━━ Supplied information ━━

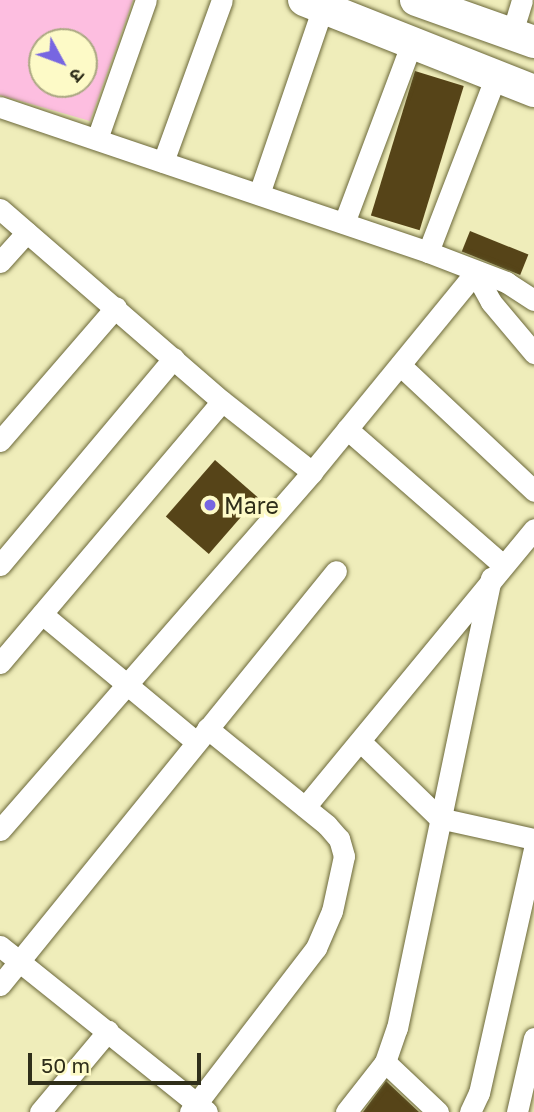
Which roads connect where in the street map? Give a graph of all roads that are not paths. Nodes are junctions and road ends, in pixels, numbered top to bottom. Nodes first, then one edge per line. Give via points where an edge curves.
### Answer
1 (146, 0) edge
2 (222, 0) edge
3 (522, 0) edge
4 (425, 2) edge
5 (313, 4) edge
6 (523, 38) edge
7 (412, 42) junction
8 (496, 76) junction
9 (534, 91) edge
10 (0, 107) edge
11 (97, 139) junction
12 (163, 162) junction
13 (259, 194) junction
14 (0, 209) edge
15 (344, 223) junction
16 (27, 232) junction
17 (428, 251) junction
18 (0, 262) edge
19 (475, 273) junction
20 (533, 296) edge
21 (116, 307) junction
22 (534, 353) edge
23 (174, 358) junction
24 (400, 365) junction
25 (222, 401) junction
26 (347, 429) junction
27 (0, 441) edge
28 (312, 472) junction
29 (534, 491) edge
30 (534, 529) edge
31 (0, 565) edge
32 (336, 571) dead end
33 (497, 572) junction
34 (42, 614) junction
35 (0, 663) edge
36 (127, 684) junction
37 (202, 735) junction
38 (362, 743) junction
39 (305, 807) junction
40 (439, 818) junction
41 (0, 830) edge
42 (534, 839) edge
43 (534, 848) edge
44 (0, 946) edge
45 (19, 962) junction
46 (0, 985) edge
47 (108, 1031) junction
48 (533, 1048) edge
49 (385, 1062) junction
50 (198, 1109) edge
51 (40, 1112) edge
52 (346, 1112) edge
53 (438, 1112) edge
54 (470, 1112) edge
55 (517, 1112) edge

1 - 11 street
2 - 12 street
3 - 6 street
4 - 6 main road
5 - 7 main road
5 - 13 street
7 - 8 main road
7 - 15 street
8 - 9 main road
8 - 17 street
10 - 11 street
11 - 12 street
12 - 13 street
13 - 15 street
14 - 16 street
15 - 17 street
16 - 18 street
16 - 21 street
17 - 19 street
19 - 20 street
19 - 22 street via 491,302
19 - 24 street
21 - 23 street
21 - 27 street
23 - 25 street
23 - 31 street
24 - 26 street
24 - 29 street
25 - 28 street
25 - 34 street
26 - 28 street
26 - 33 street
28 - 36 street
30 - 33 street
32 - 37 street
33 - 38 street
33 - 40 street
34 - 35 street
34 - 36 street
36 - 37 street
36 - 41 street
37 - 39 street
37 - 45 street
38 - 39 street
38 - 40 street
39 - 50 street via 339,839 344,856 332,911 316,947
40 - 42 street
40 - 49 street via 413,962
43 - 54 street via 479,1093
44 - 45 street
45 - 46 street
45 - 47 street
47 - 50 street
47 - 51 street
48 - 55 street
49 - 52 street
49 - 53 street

━━━

:: Exercise objective ::
Return all of the material above unchanged, minus its pictures.

:: Response to this exercise ::
Which roads connect where in the street map? Give a graph of all roads that are not paths. Nodes are junctions and road ends, in pixels, numbered top to bottom. Nodes first, then one edge per line. Give via points where an edge curves.
### Answer
1 (146, 0) edge
2 (222, 0) edge
3 (522, 0) edge
4 (425, 2) edge
5 (313, 4) edge
6 (523, 38) edge
7 (412, 42) junction
8 (496, 76) junction
9 (534, 91) edge
10 (0, 107) edge
11 (97, 139) junction
12 (163, 162) junction
13 (259, 194) junction
14 (0, 209) edge
15 (344, 223) junction
16 (27, 232) junction
17 (428, 251) junction
18 (0, 262) edge
19 (475, 273) junction
20 (533, 296) edge
21 (116, 307) junction
22 (534, 353) edge
23 (174, 358) junction
24 (400, 365) junction
25 (222, 401) junction
26 (347, 429) junction
27 (0, 441) edge
28 (312, 472) junction
29 (534, 491) edge
30 (534, 529) edge
31 (0, 565) edge
32 (336, 571) dead end
33 (497, 572) junction
34 (42, 614) junction
35 (0, 663) edge
36 (127, 684) junction
37 (202, 735) junction
38 (362, 743) junction
39 (305, 807) junction
40 (439, 818) junction
41 (0, 830) edge
42 (534, 839) edge
43 (534, 848) edge
44 (0, 946) edge
45 (19, 962) junction
46 (0, 985) edge
47 (108, 1031) junction
48 (533, 1048) edge
49 (385, 1062) junction
50 (198, 1109) edge
51 (40, 1112) edge
52 (346, 1112) edge
53 (438, 1112) edge
54 (470, 1112) edge
55 (517, 1112) edge

1 - 11 street
2 - 12 street
3 - 6 street
4 - 6 main road
5 - 7 main road
5 - 13 street
7 - 8 main road
7 - 15 street
8 - 9 main road
8 - 17 street
10 - 11 street
11 - 12 street
12 - 13 street
13 - 15 street
14 - 16 street
15 - 17 street
16 - 18 street
16 - 21 street
17 - 19 street
19 - 20 street
19 - 22 street via 491,302
19 - 24 street
21 - 23 street
21 - 27 street
23 - 25 street
23 - 31 street
24 - 26 street
24 - 29 street
25 - 28 street
25 - 34 street
26 - 28 street
26 - 33 street
28 - 36 street
30 - 33 street
32 - 37 street
33 - 38 street
33 - 40 street
34 - 35 street
34 - 36 street
36 - 37 street
36 - 41 street
37 - 39 street
37 - 45 street
38 - 39 street
38 - 40 street
39 - 50 street via 339,839 344,856 332,911 316,947
40 - 42 street
40 - 49 street via 413,962
43 - 54 street via 479,1093
44 - 45 street
45 - 46 street
45 - 47 street
47 - 50 street
47 - 51 street
48 - 55 street
49 - 52 street
49 - 53 street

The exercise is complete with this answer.